By the way, I need to give a shout-out to my fellow Sparkers who are just being amazingly supportive and wonderful. There's just always someone around who's ready with a helpful word, a pat on the back or a shoulder to lean on, and that's a great feeling!
Update 11/1/09 (up 2.4 pounds - 157 pounds)
October was a very strange month. I was going strong for the first half and then did a 120 (not quite a 180) where I stopped being active. I haven't been keeping to most of the goals I have set for myself. It started a few days before my scheduled vacation, and I thought I'd shake it off by now, but I got sick, and that worsened it. Now, I just haven't felt any real drive to be focused. Even the thought that I'm one month away from my 2 year Sparkiversary hasn't spurred me into action. So, that's where I am at the start of the new month, and it doesn't feel good, but it's not feeling bad enough for me to do anything about it, either.
Update 12/1/09 (up .6 pounds - 157.6 pounds)
I never got back in the groove after my end of October slip. I'd feel like I was going to make it happen, and then, I wouldn't follow through. I finished my Awesome Autumn plan much less awesomely than I'd hoped (3218 minutes/53.6 hours of cardio and not enough strength training by a long shot). These things happen, and my plan obviously failed somewhere, and then, I didn't make adjustments. One plan is not going to fit all people, and even if you find a plan that works, it may suddenly stop working. The whole point is to just keep working, though.
On November 28th, I reached 2 years on SparkPeople. 2 years!

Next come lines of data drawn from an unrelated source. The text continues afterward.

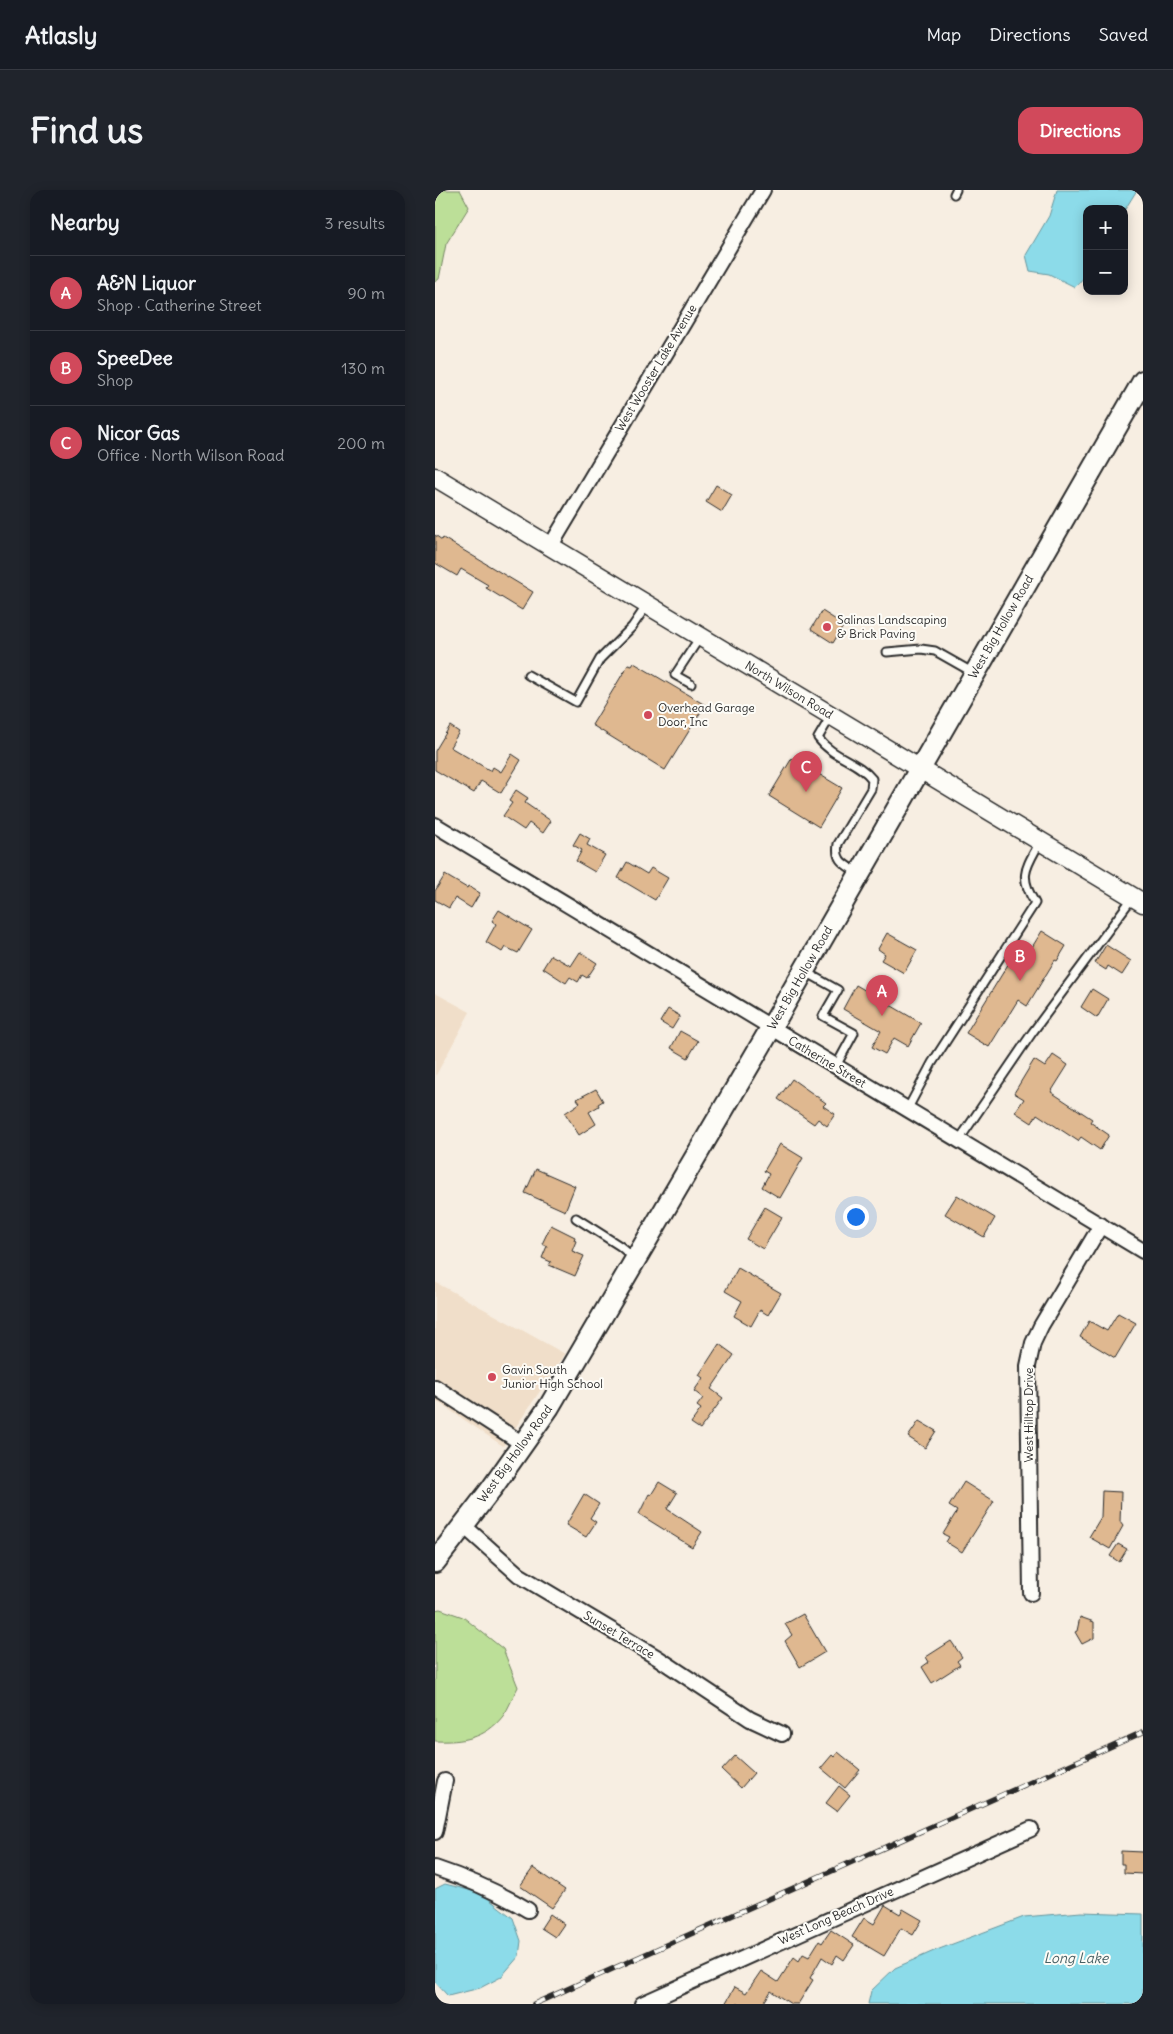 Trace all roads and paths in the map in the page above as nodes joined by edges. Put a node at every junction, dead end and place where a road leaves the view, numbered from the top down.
1 (763, 190) edge
2 (1143, 381) edge
3 (435, 477) edge
4 (550, 547) junction
5 (647, 605) junction
6 (700, 637) junction
7 (887, 652) dead end
8 (975, 674) junction
9 (528, 675) dead end
10 (691, 684) dead end
11 (831, 716) junction
12 (920, 769) junction
13 (435, 825) edge
14 (1041, 841) junction
15 (859, 874) junction
16 (1138, 900) edge
17 (804, 971) junction
18 (771, 1028) junction
19 (835, 1066) junction
20 (907, 1110) junction
21 (959, 1140) junction
22 (576, 1218) dead end
23 (1101, 1226) junction
24 (1143, 1251) edge
25 (636, 1259) junction
26 (435, 1387) edge
27 (523, 1444) junction
28 (463, 1525) junction
29 (435, 1562) edge
30 (1031, 1593) dead end
31 (783, 1734) dead end
32 (445, 1781) dead end
33 (1031, 1829) dead end
34 (435, 1832) edge
35 (435, 1868) edge
36 (528, 1910) dead end
37 (642, 2004) edge

1 - 4 street, West Wooster Lake Avenue
2 - 8 main road, West Big Hollow Road
3 - 4 street, North Wilson Road
4 - 5 street, North Wilson Road
5 - 6 street, North Wilson Road
5 - 9 lane
6 - 10 lane
6 - 11 street, North Wilson Road
7 - 8 lane
8 - 12 main road, West Big Hollow Road
11 - 12 street, North Wilson Road
11 - 15 lane
12 - 14 street, North Wilson Road
12 - 15 main road, West Big Hollow Road
13 - 18 street, Catherine Street
14 - 16 street, North Wilson Road
14 - 20 lane
15 - 17 main road, West Big Hollow Road
16 - 21 lane
17 - 18 main road, West Big Hollow Road
17 - 19 lane
18 - 19 street, Catherine Street
18 - 25 main road, West Big Hollow Road
19 - 20 street, Catherine Street
20 - 21 street, Catherine Street
21 - 23 street, Catherine Street
22 - 25 lane
23 - 24 street, Catherine Street
23 - 30 street, West Hilltop Drive
25 - 27 main road, West Big Hollow Road
26 - 27 street
27 - 28 main road, West Big Hollow Road
28 - 29 main road, West Big Hollow Road
28 - 31 street, Sunset Terrace
32 - 34 street
33 - 37 street, West Long Beach Drive
35 - 36 street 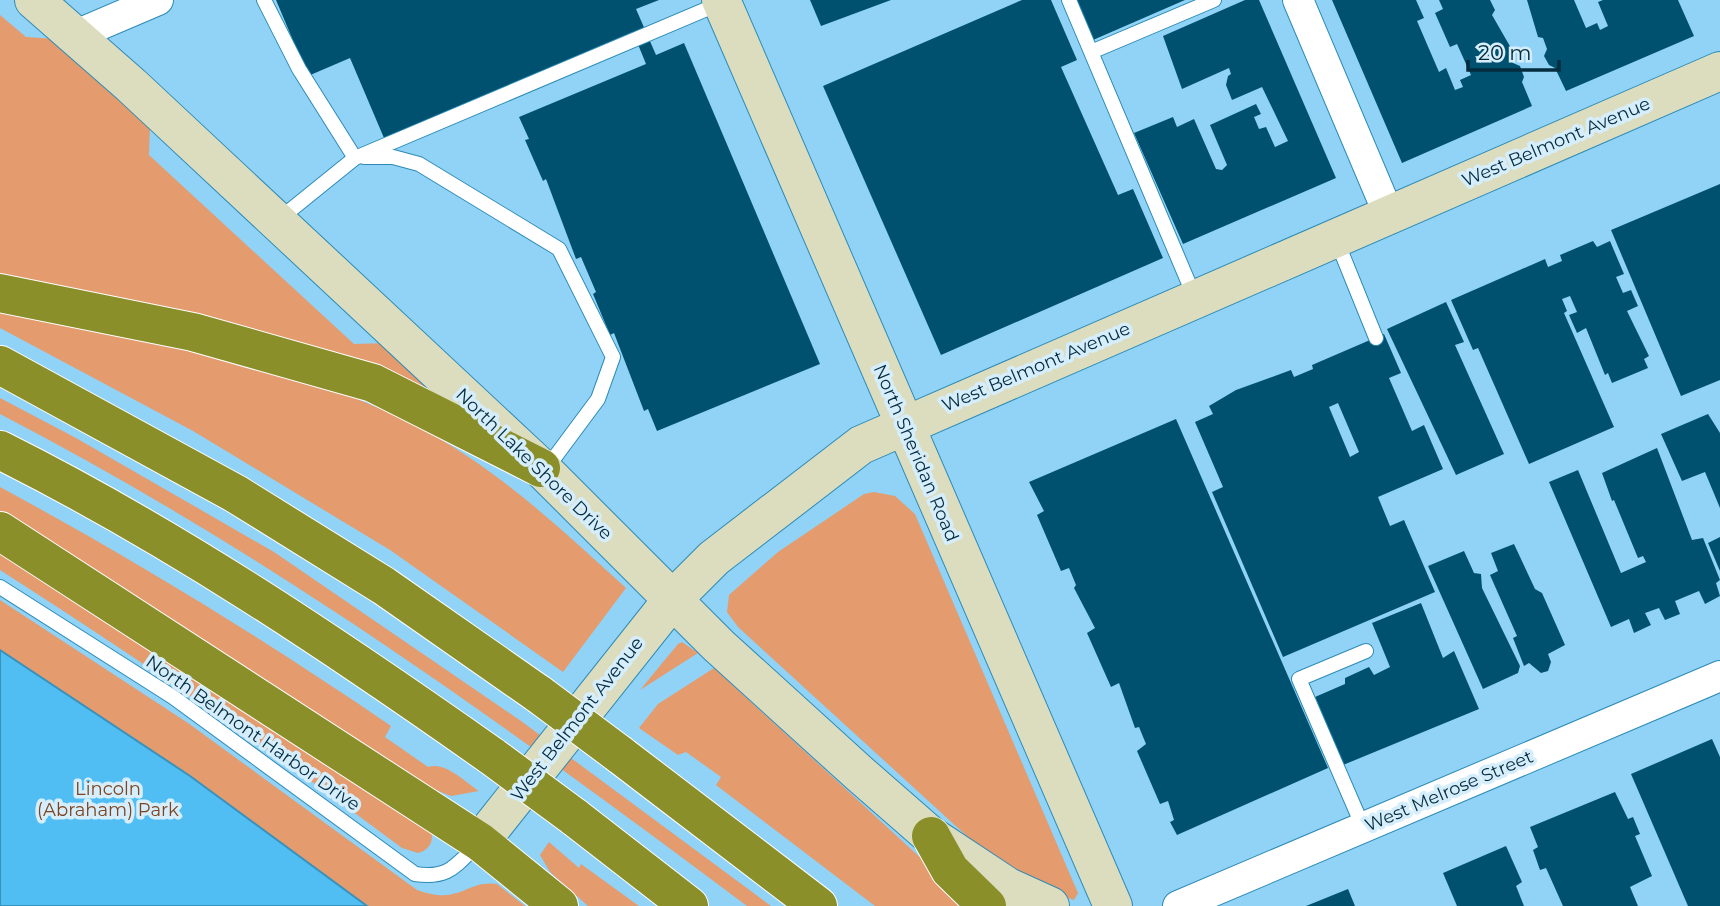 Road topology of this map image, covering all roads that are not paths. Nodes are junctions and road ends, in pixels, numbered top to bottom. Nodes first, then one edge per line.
1 (34, 0) edge
2 (158, 0) edge
3 (264, 0) edge
4 (1069, 0) edge
5 (1214, 0) edge
6 (1298, 0) edge
7 (722, 1) edge
8 (76, 35) junction
9 (1091, 52) junction
10 (1720, 71) edge
11 (355, 158) junction
12 (1388, 215) junction
13 (277, 221) junction
14 (1336, 237) junction
15 (0, 293) edge
16 (1195, 298) junction
17 (1376, 338) dead end
18 (0, 365) edge
19 (904, 424) junction
20 (0, 450) edge
21 (542, 470) junction
22 (0, 531) edge
23 (0, 587) edge
24 (671, 600) junction
25 (1366, 650) dead end
26 (1720, 676) edge
27 (1363, 827) junction
28 (931, 836) junction
29 (480, 842) junction
30 (559, 906) edge
31 (689, 906) edge
32 (818, 906) edge
33 (987, 906) edge
34 (1050, 906) edge
35 (1113, 906) edge
36 (1178, 906) edge

1 - 8 main road, North Lake Shore Drive
2 - 8 street
3 - 11 lane
4 - 9 lane
5 - 9 lane
6 - 12 street
7 - 11 lane
7 - 19 main road, North Sheridan Road
8 - 13 main road, North Lake Shore Drive
9 - 16 lane
10 - 12 main road, West Belmont Avenue
11 - 13 lane
11 - 21 lane
12 - 14 main road, West Belmont Avenue
13 - 21 main road, North Lake Shore Drive
14 - 16 main road, West Belmont Avenue
14 - 17 lane
15 - 21 highway
16 - 19 main road, West Belmont Avenue
18 - 32 highway, bridge
19 - 24 main road, West Belmont Avenue
19 - 35 main road, North Sheridan Road
20 - 31 highway, bridge
21 - 24 main road, North Lake Shore Drive
22 - 29 highway
23 - 29 lane, North Belmont Harbor Drive
24 - 28 main road, North Lake Shore Drive
24 - 29 main road, West Belmont Avenue
25 - 27 lane
26 - 27 street, West Melrose Street
27 - 36 street, West Melrose Street
28 - 33 highway
28 - 34 main road, North Lake Shore Drive
29 - 30 highway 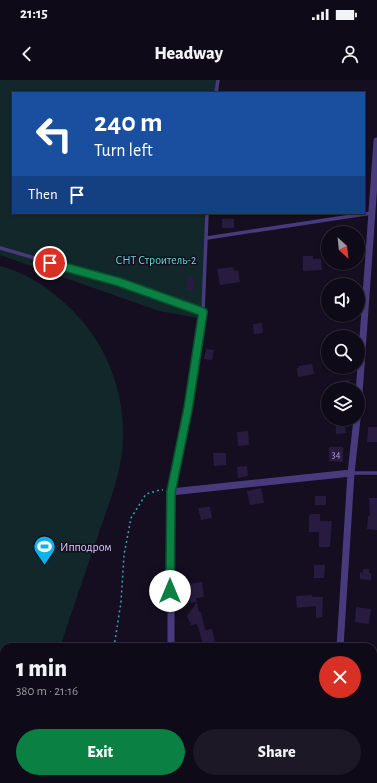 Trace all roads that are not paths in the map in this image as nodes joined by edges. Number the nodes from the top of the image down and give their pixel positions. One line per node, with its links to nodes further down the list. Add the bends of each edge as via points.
1 (218, 80): 2 (lane)
2 (216, 92)
3 (377, 141): 4 (street)
4 (375, 204): 5 (street)
5 (372, 213): 7 (lane); 10 (street)
6 (207, 214): 7 (lane)
7 (207, 238): 9 (lane)
8 (0, 248): 9 (lane, via 119,282)
9 (203, 312): 14 (street, via 188,409)
10 (360, 382)
11 (356, 426): 12 (street)
12 (351, 473): 13 (lane); 14 (street); 16 (street)
13 (377, 473)
14 (171, 492): 15 (street)
15 (170, 643)
16 (340, 643) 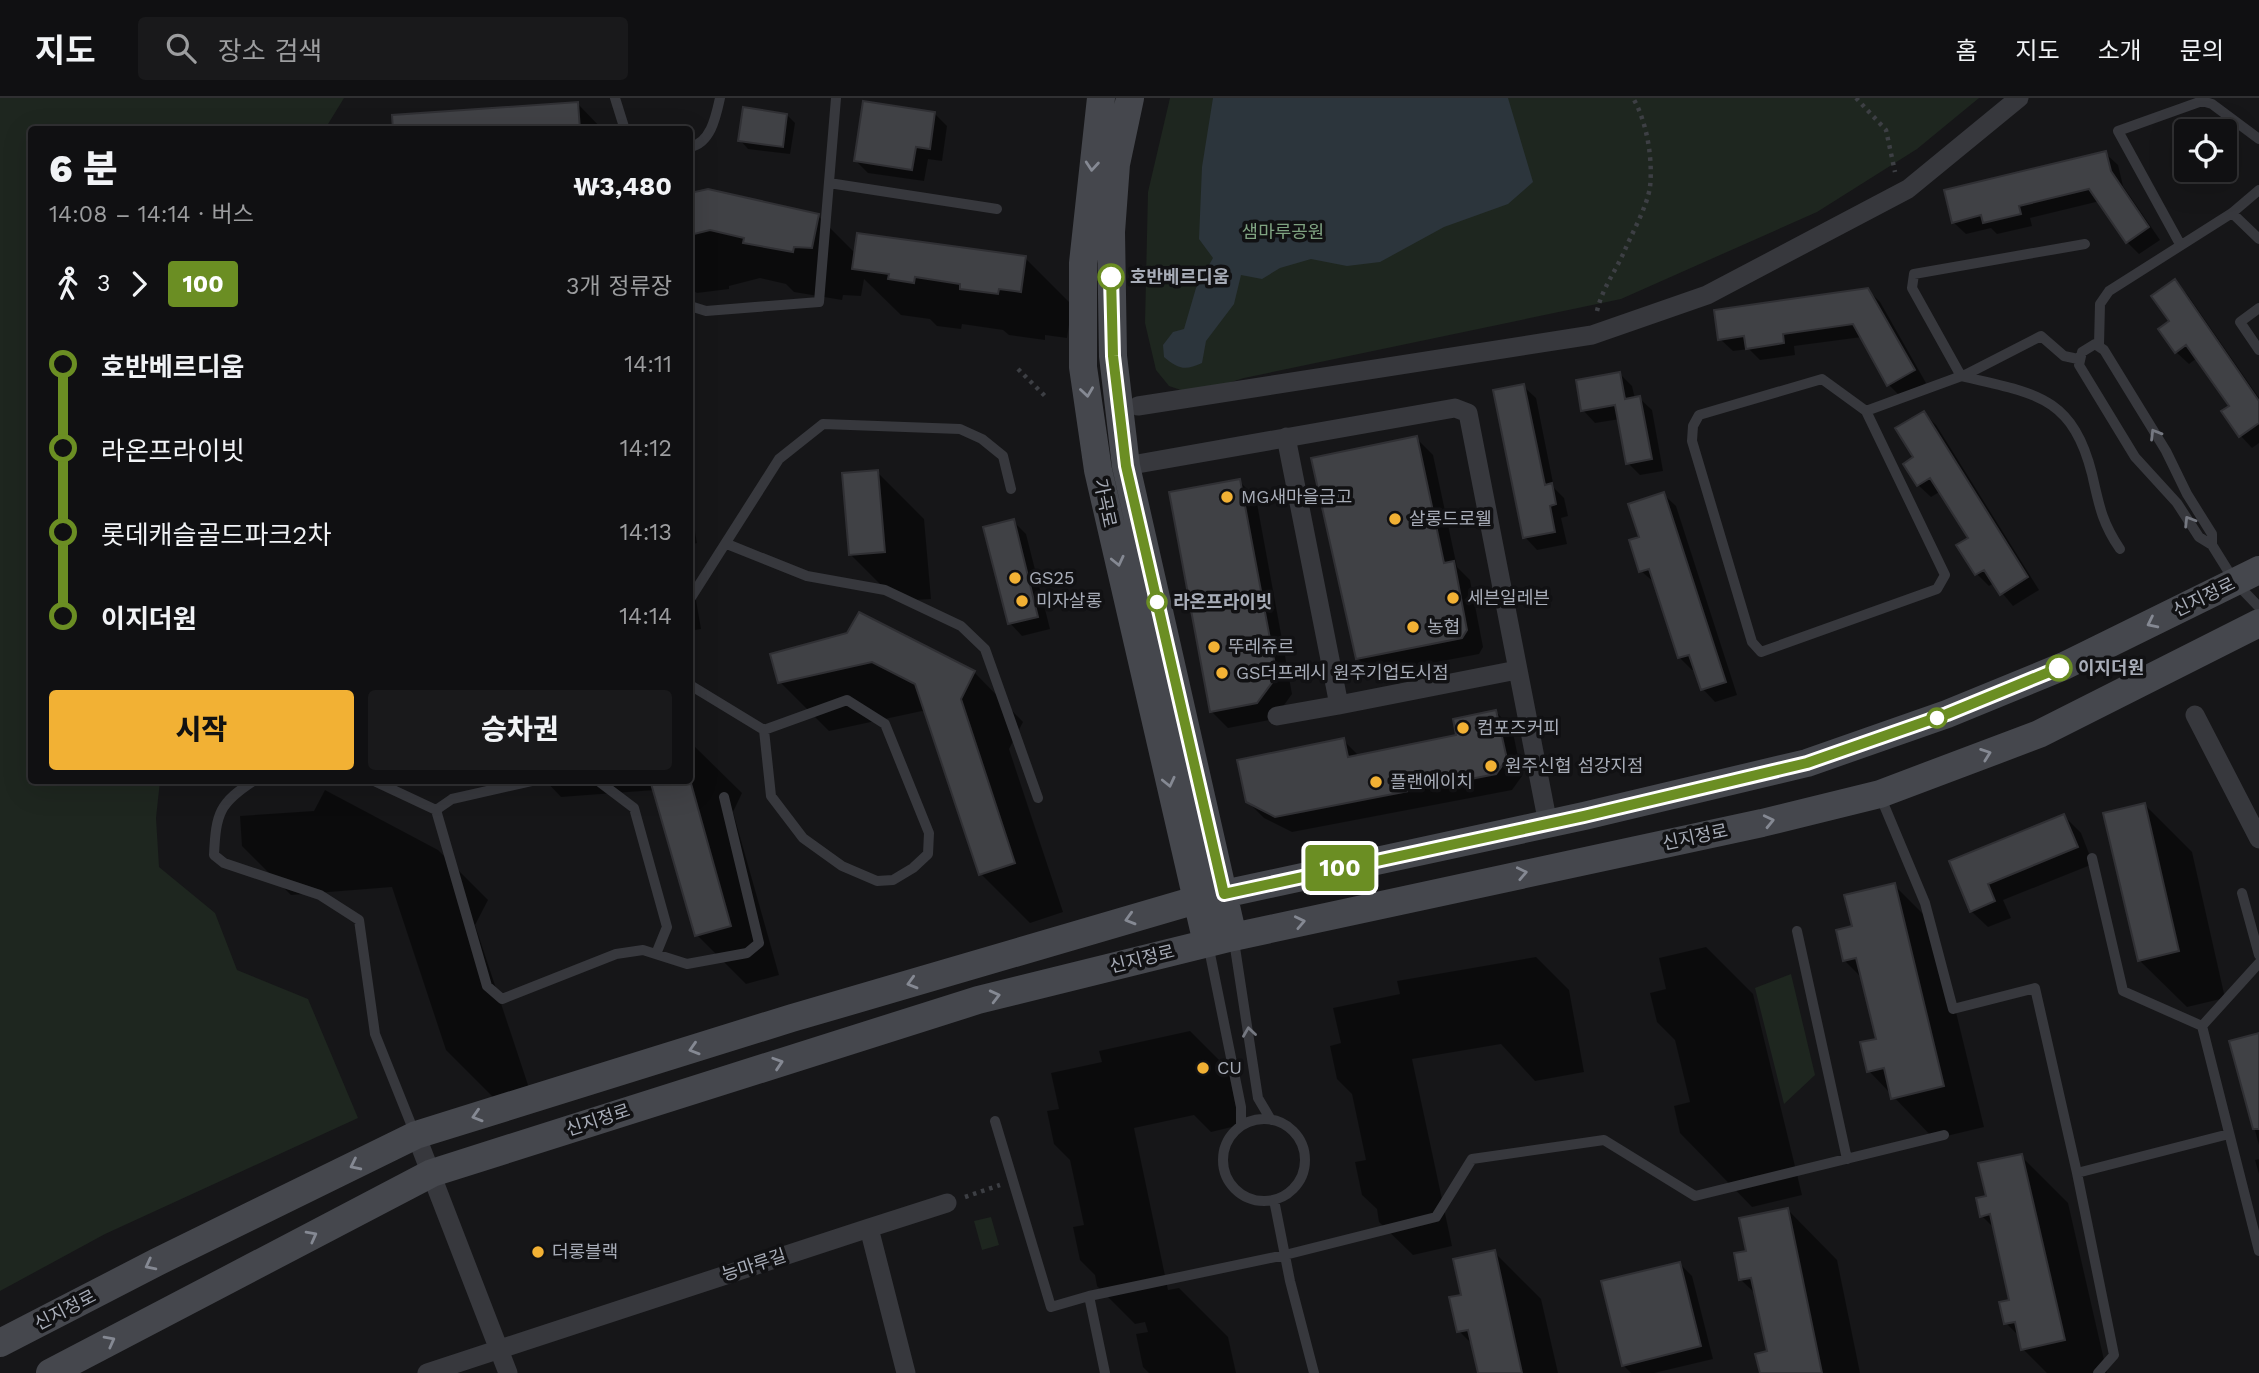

I had all kinds of changes and successes happen in my first year, and this 2nd year was all about me learning to come back fighting when I struggled. I'm at the same place weight-wise that I was a year ago, but I've got a whole other year of experience under my belt now. This year has been eye-opening to me in a much more profound way than the first year's eye-opening experience of learning I could lose the weight. This year has been about what it takes to keep going even when those obvious successes aren't piling up month after month. The successes are still there, just deeper down where people can't obviously see. I know I have improvements to make, and I always will. So, knowing that and always going back to work on what I need to are successes in my book.